Masturbação social

Liguei a TV agora pela manhã e vi um jogador de futebol dizendo que seu sonho era jogar em um grande time para comprar uma casa para sua mãe, que já sofrera muito, mas Deus iria ajudá-lo a conquistar seu sonho. Também desejo que ele conquiste seus sonhos e compre uma casa para sua mãe, mas pobreza não faz Gol e nem histórias tristes vão comover a bola, é preciso entre tudo isso e acima disso tudo talento.
Não raro ao ligarmos a TV assistimos gente chorando desesperadamente se dizendo cantor e que merece uma chance, ou uma criança a qual os repórteres juram “vai ser um novo Pelé” tudo isso é bonito, mas não real. Comoções passam, o talento fica.
Não vou comprar um livro pela história de vida do seu autor, claro que histórias de superação são dignas de respeito, mas não são suficientes para transformar um cantor de churrascaria desafinado em um Fabio Golfeti
Pessoas pobres e geniais as quais tiverem uma vida difícil, sofreram, comeram o pão que nem o diabo quis não tiveram sucesso pelas suas histórias tristes, foram e é sucesso pela capacidade e talento artístico para aquilo que se determinaram a fazer, determinação e superação sem chantagem emocional.
Lula jamais seria presidente da república tão somente por ter chegado a São Paulo de Pau de Arara, se assim o fosse todos os outros políticos que tiveram histórias de vidas parecidas com a sua seriam presidentes.
O talento não tem classe social, Luiz Gonzaga nasceu em meio mato em Pernambuco e é um dos poucos gênios da musica brasileira, Caetano Veloso? Seu pai era um simples trabalhador dos Correios e sua mãe uma dona de casa comum, Gal Costa trabalhava em uma loja de disco em Salvador, Belchior era professor. Não foram de famílias milionárias, ninguém usou a própria história de vida para comover platéias, foram talentosos e alguns até com lampejos de genialidade.
Se alguém comprar um livro seu porque você é negro, ou vive nas ruas, ou é doente terminal, ou nasceu em pobreza objeta não está contribuindo em nada para sua arte, para o seu amadurecimento e crescimento pessoal e artístico. A fama qualquer um pode ter seus quinze minutos como preconizou Andy Warhol, mas sucesso é outra história.

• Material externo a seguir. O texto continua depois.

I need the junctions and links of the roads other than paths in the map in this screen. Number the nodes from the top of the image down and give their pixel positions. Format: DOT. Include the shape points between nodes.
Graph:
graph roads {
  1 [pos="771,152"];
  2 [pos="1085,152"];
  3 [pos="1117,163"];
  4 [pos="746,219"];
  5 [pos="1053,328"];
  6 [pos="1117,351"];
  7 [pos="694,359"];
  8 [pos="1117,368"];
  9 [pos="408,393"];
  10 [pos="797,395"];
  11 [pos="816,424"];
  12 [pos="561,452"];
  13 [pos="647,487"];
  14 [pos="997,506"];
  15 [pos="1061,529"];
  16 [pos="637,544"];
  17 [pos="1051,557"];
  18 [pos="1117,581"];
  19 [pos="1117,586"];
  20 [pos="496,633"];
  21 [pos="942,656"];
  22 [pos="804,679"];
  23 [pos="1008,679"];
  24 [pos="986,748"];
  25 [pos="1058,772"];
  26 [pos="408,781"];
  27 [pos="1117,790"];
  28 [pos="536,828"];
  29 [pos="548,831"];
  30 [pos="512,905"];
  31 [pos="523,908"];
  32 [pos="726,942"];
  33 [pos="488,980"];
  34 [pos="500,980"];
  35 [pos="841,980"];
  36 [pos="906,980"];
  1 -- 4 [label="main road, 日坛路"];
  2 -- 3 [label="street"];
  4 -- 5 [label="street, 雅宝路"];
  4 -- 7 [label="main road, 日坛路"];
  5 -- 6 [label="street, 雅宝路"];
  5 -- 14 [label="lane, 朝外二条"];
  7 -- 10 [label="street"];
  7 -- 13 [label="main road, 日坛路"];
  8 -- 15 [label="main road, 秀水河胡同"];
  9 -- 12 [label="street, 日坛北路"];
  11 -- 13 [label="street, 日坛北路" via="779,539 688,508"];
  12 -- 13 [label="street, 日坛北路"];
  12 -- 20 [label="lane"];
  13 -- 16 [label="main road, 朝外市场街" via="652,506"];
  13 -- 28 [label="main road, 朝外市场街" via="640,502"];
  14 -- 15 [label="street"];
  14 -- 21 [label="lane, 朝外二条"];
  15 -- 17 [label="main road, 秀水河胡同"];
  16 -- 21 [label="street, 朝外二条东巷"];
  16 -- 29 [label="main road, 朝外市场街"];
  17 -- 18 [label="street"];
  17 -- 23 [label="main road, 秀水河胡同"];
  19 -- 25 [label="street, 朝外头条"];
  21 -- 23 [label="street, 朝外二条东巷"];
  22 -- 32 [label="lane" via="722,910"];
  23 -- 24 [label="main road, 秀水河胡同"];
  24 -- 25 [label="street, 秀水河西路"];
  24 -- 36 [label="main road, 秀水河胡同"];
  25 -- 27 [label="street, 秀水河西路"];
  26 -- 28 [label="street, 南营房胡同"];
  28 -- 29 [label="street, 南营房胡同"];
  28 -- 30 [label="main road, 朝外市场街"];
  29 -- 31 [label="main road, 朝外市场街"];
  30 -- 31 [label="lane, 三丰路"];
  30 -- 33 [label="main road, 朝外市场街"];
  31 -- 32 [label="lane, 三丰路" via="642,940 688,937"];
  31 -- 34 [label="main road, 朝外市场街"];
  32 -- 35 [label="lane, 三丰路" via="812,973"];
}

Pintar um quadro há quatrocentos anos e que até hoje vale milhões de reais ou como João Ricardo compor dez ou onze canções e lança-las em um disco com o nome “Secos e Molhados” , na década de 1970, e até hoje ainda esse disco está em catálogo, publicar um livro “O Manifesto do Partido Comunista”, como fez Max e Engels e esse livro todos os anos varias universidades do mundo inteiro celebram seu aniversário de publicação, ou compor “Asa Branca” canção de Luiz Gonzaga e Humberto Teixeira e vê-la transformada em lenda? ... Tudo isso não é avaliado por histórias de vida e sim por talento.
Vidas determinadas a vencer, vidas de lutas e sofrimento, mas nunca vidas chantagistas emocionais. Gosto de ler biografias, me comove saber como aquelas pessoas as quais tanto gosto batalharam, deram duro para vencer, mas me comove mais ainda saber o quanto essas pessoas nunca colocaram seus dramas pessoais à frente dos seus talentos.